(Kumbaracı50, 1-21 Ekim)
Oğuz Atay'ın "Korkuyu Beklerken" adlı eserindeki "Demiryolu Hikayecileri", "Unutulan" ve "Beyaz Mantolu Adam" hikayelerini, Yiğit Sertdemir sahneye uyarlayıp, yönetiyor ve oynuyor. Terk edilmiş bir demiryolu istasyonunda, seyyar hikaye satıcılığı yapan üç kişinin hikayesini, geriye kalan son kişi seyirciye aktarıyor. "Unutulan" ve "Beyaz Mantolu Adam" hikayeleri ise kalan son kişinin hikayesine eşlik ediyor. Oğuz Atay'ın edebi zekası ve ironik dili aracılığıyla okuyucusu ile kurduğu yalın ilişkiyi sahneye taşıyan tek perdelik "Demiryolu Hikayecileri" oyunu, 1 ve 22 Ekim'de Kumbaracı50'de izlenebilir.
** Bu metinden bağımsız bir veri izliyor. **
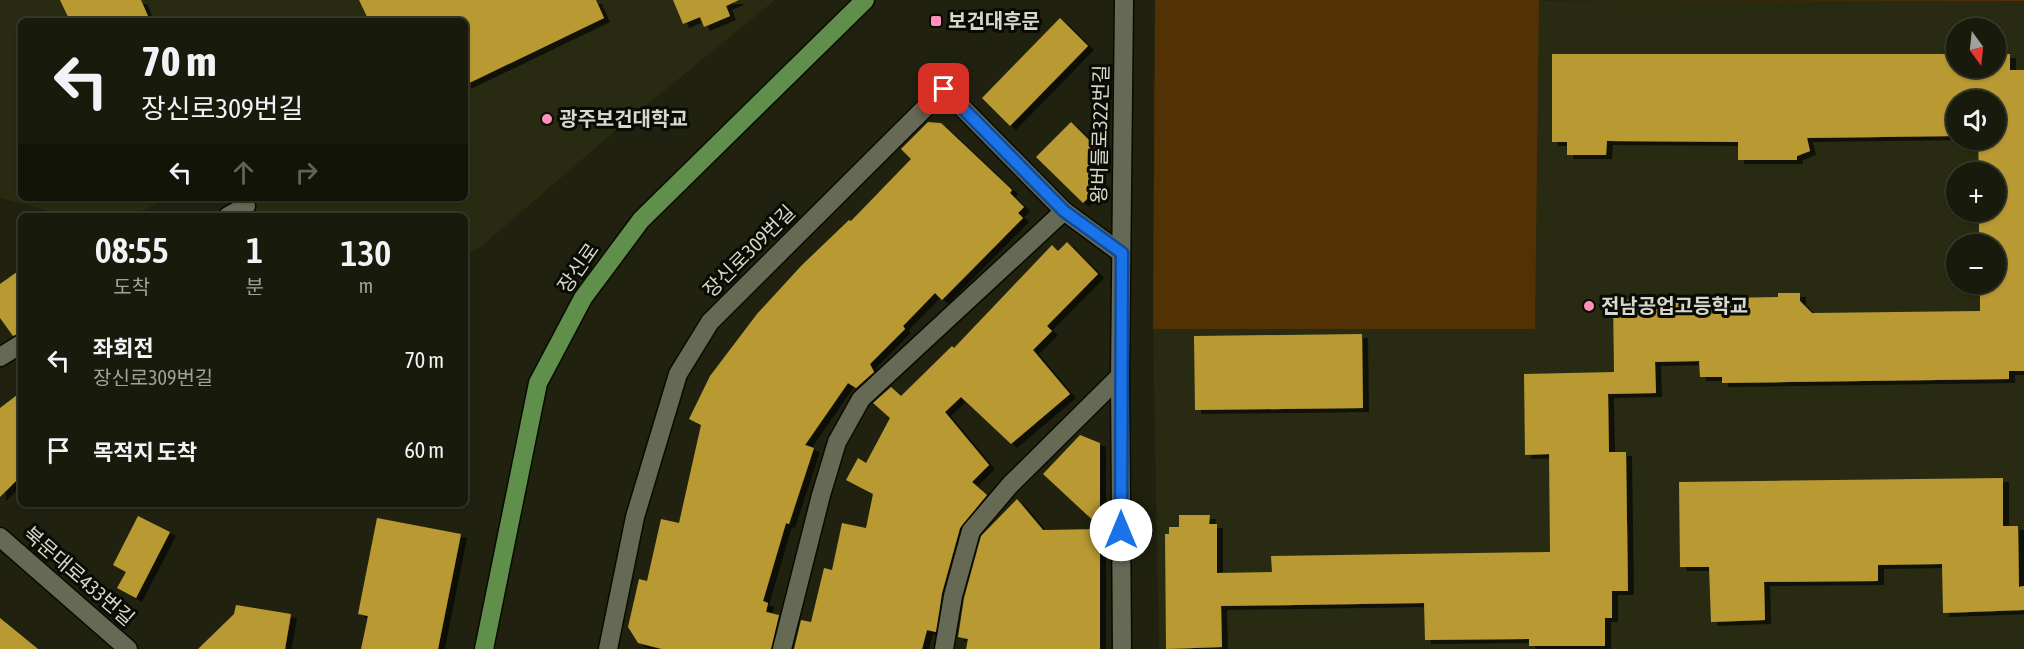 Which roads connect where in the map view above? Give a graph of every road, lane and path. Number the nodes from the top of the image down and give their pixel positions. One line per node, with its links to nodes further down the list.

(Zorlu PSM %100 Studio, 2-16 Ekim)
Zorlu PSM Prodüksiyon'un Ortak Yapım kapsamında hayata geçirdiği oyunu "Kum Zambakları", sezon boyunca %100 Studio'da izleyicisini bekliyor. "Kum Zambakları" insanlık tarihi boyunca çözülemeyen kadın-erkek ilişkisini hem gerçek hem ironik hem de şiirsel boyutlarıyla ele alarak seyirciyi bir yolculuğa çıkarıyor. Tutkulu bir aşkın şiirselliğinin ve ruhları dans ettiren müziklerin yan yana geldiği bu oyun, modern şehir hayatının içinde sıkışmış evli bir çiftin ilişki sürecine tanıklık etmemizi sağlıyor. Doğayı ve hayvanların doğal yaşamını yok eden insanlığın kendisiyle ve kadın-erkek ilişkisi üzerinden birbiriyle olan çatışmasını eğlenceli bir dille tartışmaya açıyor. Seyirciler aşk ve şiddet arasında duygusal gelgitler yaşayan ve birbirini yok etmeye çalışan Duygu ve Fikret'in hayatının farklı evrelerine tanıklık ederken insanlığın doğayla olan ilişkini yeniden gözden geçiriyor. "Kum Zambakları" oyunu, 2 ve 16 Ekim'de Zorlu PSM'daki %100 Studio'da seyirciyle buluşuyor.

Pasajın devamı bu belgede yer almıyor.